L’Aratro di Campobasso inaugura una mostra “Difforme”

di Redazione 1

L’ARATRO presenta il suo ultimo evento del 2010, il seminario e la mostra “Difforme”, termine in cui sono contenute insieme una minaccia e una promessa. Infatti, difforme è ciò che distorce la forma normale, che la nega e al limite la fa scomparire – il ‘senza-forma’. Ma difforme è anche ciò che piega la forma e la modifica trasformandola in altro – in una ‘differente forma’. Fra le tante difformità, quella dei corpi umani si manifesta come la più inaccettabile al livello sociale, perché nega quella ‘normalità’ del corpo umano che costituisce il valore di riferimento dell’intero gruppo sociale: essere normali è infatti lo standard cui conformarsi per ogni membro del gruppo.

I corpi ‘difformi’ diventano così il bersaglio delle paure inconsce dei normali e delle pratiche di discriminazione più diverse: marginalizzazione, patologizzazione e medicalizzazione, normalizzazione forzata, rimozione dalla vista, internamento di vario tipo, quando non vera e propria distruzione fisica. Ma il gruppo dei normali deve tenere sotto controllo anche l’elemento fascinatorio delle difformità, che potrebbe ‘convertire’ qualche normale facendogli scoprire la propria difformità rimossa, nonché la possibilità che i difformi possano esibire liberamente la propria difformità e anche ‘contarsi’ per provare a rimettere in discussione lo stesso concetto di normalità.  Perciò, la strategia più largamente adottata dal gruppo sociale nei confronti dei difformi è quella di mantenere vivo, nei modi più diversi e più o meno politicamente corretti, il senso di orrore e di ‘abiezione’ e la paura del ‘contagio’ che la difformità suscita, inventando sempre nuove giustificazioni per la sua origine, per esempio il peccato, la genetica o la scelta, ma che sono tutte in grado di legittimare l’atteggiamento difensivo e il comportamento discriminatorio da parte del gruppo dei normali. Eppure, la difformità continua a rimanere anche la promessa di poter modificare la forma, di renderla semplicemente una ‘differente forma’ fra le infinite possibili.
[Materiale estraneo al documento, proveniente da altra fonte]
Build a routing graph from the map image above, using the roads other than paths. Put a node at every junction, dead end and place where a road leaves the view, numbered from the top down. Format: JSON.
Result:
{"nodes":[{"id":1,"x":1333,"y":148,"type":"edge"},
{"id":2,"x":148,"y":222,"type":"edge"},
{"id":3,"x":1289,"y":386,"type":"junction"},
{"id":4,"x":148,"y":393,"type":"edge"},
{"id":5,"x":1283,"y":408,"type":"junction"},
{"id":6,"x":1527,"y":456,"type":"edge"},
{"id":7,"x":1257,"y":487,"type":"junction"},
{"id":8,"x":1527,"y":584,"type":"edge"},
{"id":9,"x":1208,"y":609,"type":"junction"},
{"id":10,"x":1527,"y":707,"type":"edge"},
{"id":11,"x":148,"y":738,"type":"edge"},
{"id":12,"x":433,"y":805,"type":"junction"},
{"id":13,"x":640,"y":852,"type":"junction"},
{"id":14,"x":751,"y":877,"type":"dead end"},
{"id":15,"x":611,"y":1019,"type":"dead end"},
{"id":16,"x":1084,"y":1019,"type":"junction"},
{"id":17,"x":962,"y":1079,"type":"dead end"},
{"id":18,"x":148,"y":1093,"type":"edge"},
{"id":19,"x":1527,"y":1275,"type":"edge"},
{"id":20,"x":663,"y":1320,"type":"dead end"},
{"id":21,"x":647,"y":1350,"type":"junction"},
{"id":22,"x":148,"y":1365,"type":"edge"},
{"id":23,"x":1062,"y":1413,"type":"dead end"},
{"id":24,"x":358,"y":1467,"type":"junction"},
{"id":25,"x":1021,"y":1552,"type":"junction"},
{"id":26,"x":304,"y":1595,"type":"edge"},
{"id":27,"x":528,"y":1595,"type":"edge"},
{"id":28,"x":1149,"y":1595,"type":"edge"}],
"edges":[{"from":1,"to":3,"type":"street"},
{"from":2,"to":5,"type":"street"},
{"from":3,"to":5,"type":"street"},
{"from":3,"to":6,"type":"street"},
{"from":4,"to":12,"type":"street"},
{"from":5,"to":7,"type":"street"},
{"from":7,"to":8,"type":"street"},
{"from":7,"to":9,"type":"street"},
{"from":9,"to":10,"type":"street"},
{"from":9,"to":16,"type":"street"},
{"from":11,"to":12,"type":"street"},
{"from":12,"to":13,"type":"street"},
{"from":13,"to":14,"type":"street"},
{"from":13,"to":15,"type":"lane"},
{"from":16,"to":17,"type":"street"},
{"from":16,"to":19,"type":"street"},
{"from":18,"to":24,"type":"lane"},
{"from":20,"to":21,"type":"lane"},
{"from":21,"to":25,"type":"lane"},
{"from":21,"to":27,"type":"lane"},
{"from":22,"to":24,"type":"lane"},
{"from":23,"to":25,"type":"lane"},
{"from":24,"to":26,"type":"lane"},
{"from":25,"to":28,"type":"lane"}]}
Ed è proprio nello sguardo artistico sulla realtà che le due dimensioni della difformità – come minaccia e come promessa – trovano una ricomposizione armonica. Soprattutto nell’arte contemporanea, che s’interroga sempre di più sulle differenti forme dell’umano, l’elemento della difformità diviene centrale, sia quando si manifesta come ‘semplice’ esibizione della diversità, sia quando parte da difformità percepite nel flusso del divenire per elaborarne altre ancora nel regno del ‘pensabile’, tanto facendo un uso strumentale delle acquisizioni della scienza soprattutto medica, quanto ricorrendo a più o meno palesi sovversioni della conoscenza sociale diffusa sull’apparenza normale dell’individuo normale. Con queste modalità, e con infinite altre possibili, viene decostruito il difforme come minaccia, conferendogli la capacità di presentarsi come un diverso modo di concepire l’umano, più capace di includere gl’infinitamente differenti individui concreti.

Nella mostra incontriamo così le identità mutanti di Orlan, i rituali del dolore di Franko B, gli attraversamenti di genere di Paolo Angelosanto, le figure sospese tra maschile e femminile di Matteo Basilé, la ricerca sulle comunità BDSM di Angelo Bellobono, la bellezza dei corpi artificiali di Marco Bolognesi, gli interrogativi sulla bioingegneria dei codici QR dipinti da Fabrice de Nola, la potenza degli atleti disabili di Stefania Fabrizi, la Grande Madre archetipa di Paola Gandolfi, la raggelata ed enigmatica dialettica tra i sessi di Jessica Iapino, i travestimenti ironici di Francesco Impellizzeri, gli esseri ibridi di Franco Losvizzero, le trasformazioni magnetiche dei volti dipinti da Francesco Mernini, i corpi postumani di Marco Verrelli. A fine mostra sarà presentato un libro dedicato al progetto edito da Ded’A edizioni, Roma.